ABOUT THIS EXERCISE | Make the copy match the entries below exactly, with no pictures carried over.

WORKING DATA Block Start

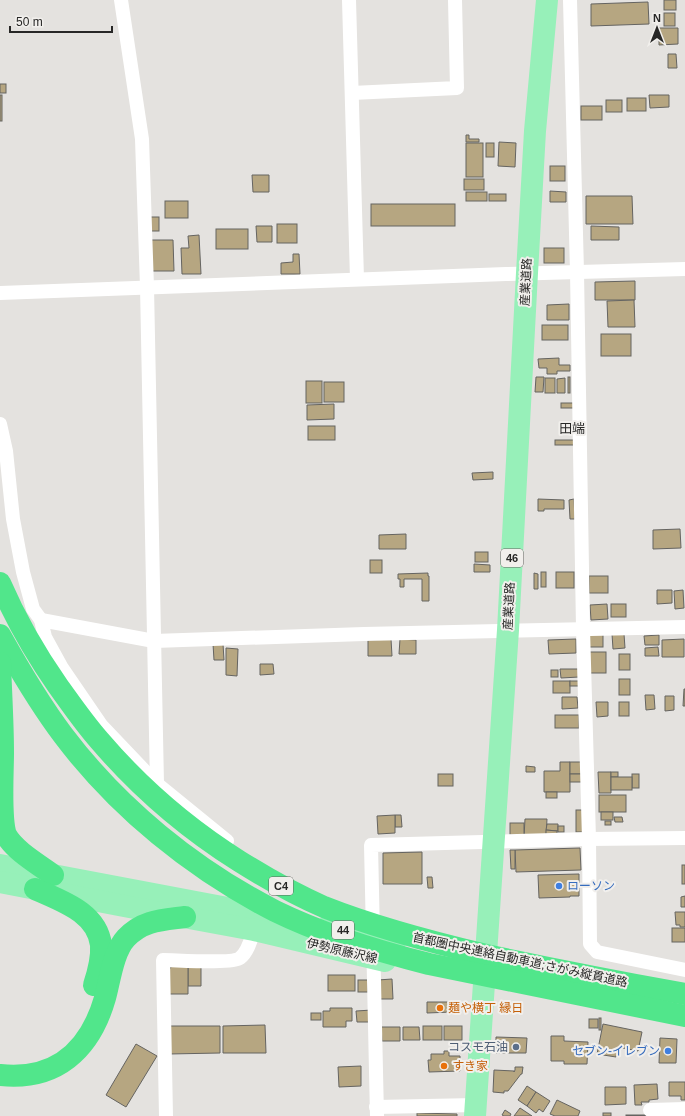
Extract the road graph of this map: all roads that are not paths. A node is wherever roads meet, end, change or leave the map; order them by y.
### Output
1 (121, 0) edge
2 (349, 0) edge
3 (455, 0) edge
4 (547, 0) edge
5 (570, 0) edge
6 (352, 93) junction
7 (685, 269) edge
8 (577, 272) junction
9 (527, 273) junction
10 (357, 279) junction
11 (147, 287) junction
12 (0, 293) edge
13 (0, 424) edge
14 (0, 583) edge
15 (41, 620) junction
16 (685, 626) edge
17 (583, 628) junction
18 (508, 630) junction
19 (0, 635) edge
20 (154, 641) junction
21 (0, 663) edge
22 (157, 784) junction
23 (685, 838) edge
24 (589, 839) junction
25 (494, 842) junction
26 (0, 865) edge
27 (53, 875) junction
28 (0, 882) edge
29 (35, 889) junction
30 (185, 917) junction
31 (262, 923) junction
32 (374, 935) junction
33 (374, 959) junction
34 (659, 965) junction
35 (485, 970) junction
36 (685, 970) edge
37 (655, 994) junction
38 (685, 994) edge
39 (685, 1000) edge
40 (685, 1016) edge
41 (685, 1020) edge
42 (0, 1062) edge
43 (0, 1075) edge
44 (650, 1110) dead end
45 (685, 1110) edge
46 (476, 1111) edge
47 (377, 1112) edge
48 (667, 1113) edge
49 (166, 1116) edge

1 - 11 street
2 - 6 street
3 - 6 street
4 - 9 main road, 産業道路 / 46
5 - 8 street
6 - 10 street
7 - 8 street
8 - 9 street
8 - 17 street
9 - 10 street
9 - 18 main road, 産業道路 / 46
10 - 11 street
11 - 12 street
11 - 20 street
13 - 15 street
14 - 38 highway, 首都圏中央連絡自動車道;さがみ縦貫道路 / C4
15 - 20 street
15 - 22 street
16 - 17 street
17 - 18 street
17 - 24 street
18 - 20 street
18 - 25 main road, 産業道路 / 46
19 - 40 highway, 首都圏中央連絡自動車道;さがみ縦貫道路 / C4
20 - 22 street
21 - 27 highway
22 - 31 street
23 - 24 street
24 - 25 street
24 - 34 street
25 - 32 street
25 - 35 main road, 産業道路 / 46
26 - 27 main road, 伊勢原藤沢線 / 44
27 - 31 main road, 伊勢原藤沢線 / 44
28 - 29 main road, 伊勢原藤沢線 / 44
29 - 30 main road, 伊勢原藤沢線 / 44
29 - 42 highway
30 - 31 main road, 伊勢原藤沢線 / 44
30 - 43 highway
31 - 32 main road, 伊勢原藤沢線 / 44
31 - 33 main road, 伊勢原藤沢線 / 44
31 - 49 street
32 - 33 street
32 - 35 main road, 伊勢原藤沢線 / 44
33 - 35 main road, 伊勢原藤沢線 / 44
33 - 47 street
34 - 36 street
34 - 37 street
35 - 37 main road, 伊勢原藤沢線 / 44
35 - 41 main road, 伊勢原藤沢線 / 44
35 - 46 main road, 産業道路 / 46
37 - 39 main road, 伊勢原藤沢線 / 44
44 - 48 street
45 - 48 street
46 - 47 street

WORKING DATA Block End

ANSWER TO THE PROBLEM |
Extract the road graph of this map: all roads that are not paths. A node is wherever roads meet, end, change or leave the map; order them by y.
### Output
1 (121, 0) edge
2 (349, 0) edge
3 (455, 0) edge
4 (547, 0) edge
5 (570, 0) edge
6 (352, 93) junction
7 (685, 269) edge
8 (577, 272) junction
9 (527, 273) junction
10 (357, 279) junction
11 (147, 287) junction
12 (0, 293) edge
13 (0, 424) edge
14 (0, 583) edge
15 (41, 620) junction
16 (685, 626) edge
17 (583, 628) junction
18 (508, 630) junction
19 (0, 635) edge
20 (154, 641) junction
21 (0, 663) edge
22 (157, 784) junction
23 (685, 838) edge
24 (589, 839) junction
25 (494, 842) junction
26 (0, 865) edge
27 (53, 875) junction
28 (0, 882) edge
29 (35, 889) junction
30 (185, 917) junction
31 (262, 923) junction
32 (374, 935) junction
33 (374, 959) junction
34 (659, 965) junction
35 (485, 970) junction
36 (685, 970) edge
37 (655, 994) junction
38 (685, 994) edge
39 (685, 1000) edge
40 (685, 1016) edge
41 (685, 1020) edge
42 (0, 1062) edge
43 (0, 1075) edge
44 (650, 1110) dead end
45 (685, 1110) edge
46 (476, 1111) edge
47 (377, 1112) edge
48 (667, 1113) edge
49 (166, 1116) edge

1 - 11 street
2 - 6 street
3 - 6 street
4 - 9 main road, 産業道路 / 46
5 - 8 street
6 - 10 street
7 - 8 street
8 - 9 street
8 - 17 street
9 - 10 street
9 - 18 main road, 産業道路 / 46
10 - 11 street
11 - 12 street
11 - 20 street
13 - 15 street
14 - 38 highway, 首都圏中央連絡自動車道;さがみ縦貫道路 / C4
15 - 20 street
15 - 22 street
16 - 17 street
17 - 18 street
17 - 24 street
18 - 20 street
18 - 25 main road, 産業道路 / 46
19 - 40 highway, 首都圏中央連絡自動車道;さがみ縦貫道路 / C4
20 - 22 street
21 - 27 highway
22 - 31 street
23 - 24 street
24 - 25 street
24 - 34 street
25 - 32 street
25 - 35 main road, 産業道路 / 46
26 - 27 main road, 伊勢原藤沢線 / 44
27 - 31 main road, 伊勢原藤沢線 / 44
28 - 29 main road, 伊勢原藤沢線 / 44
29 - 30 main road, 伊勢原藤沢線 / 44
29 - 42 highway
30 - 31 main road, 伊勢原藤沢線 / 44
30 - 43 highway
31 - 32 main road, 伊勢原藤沢線 / 44
31 - 33 main road, 伊勢原藤沢線 / 44
31 - 49 street
32 - 33 street
32 - 35 main road, 伊勢原藤沢線 / 44
33 - 35 main road, 伊勢原藤沢線 / 44
33 - 47 street
34 - 36 street
34 - 37 street
35 - 37 main road, 伊勢原藤沢線 / 44
35 - 41 main road, 伊勢原藤沢線 / 44
35 - 46 main road, 産業道路 / 46
37 - 39 main road, 伊勢原藤沢線 / 44
44 - 48 street
45 - 48 street
46 - 47 street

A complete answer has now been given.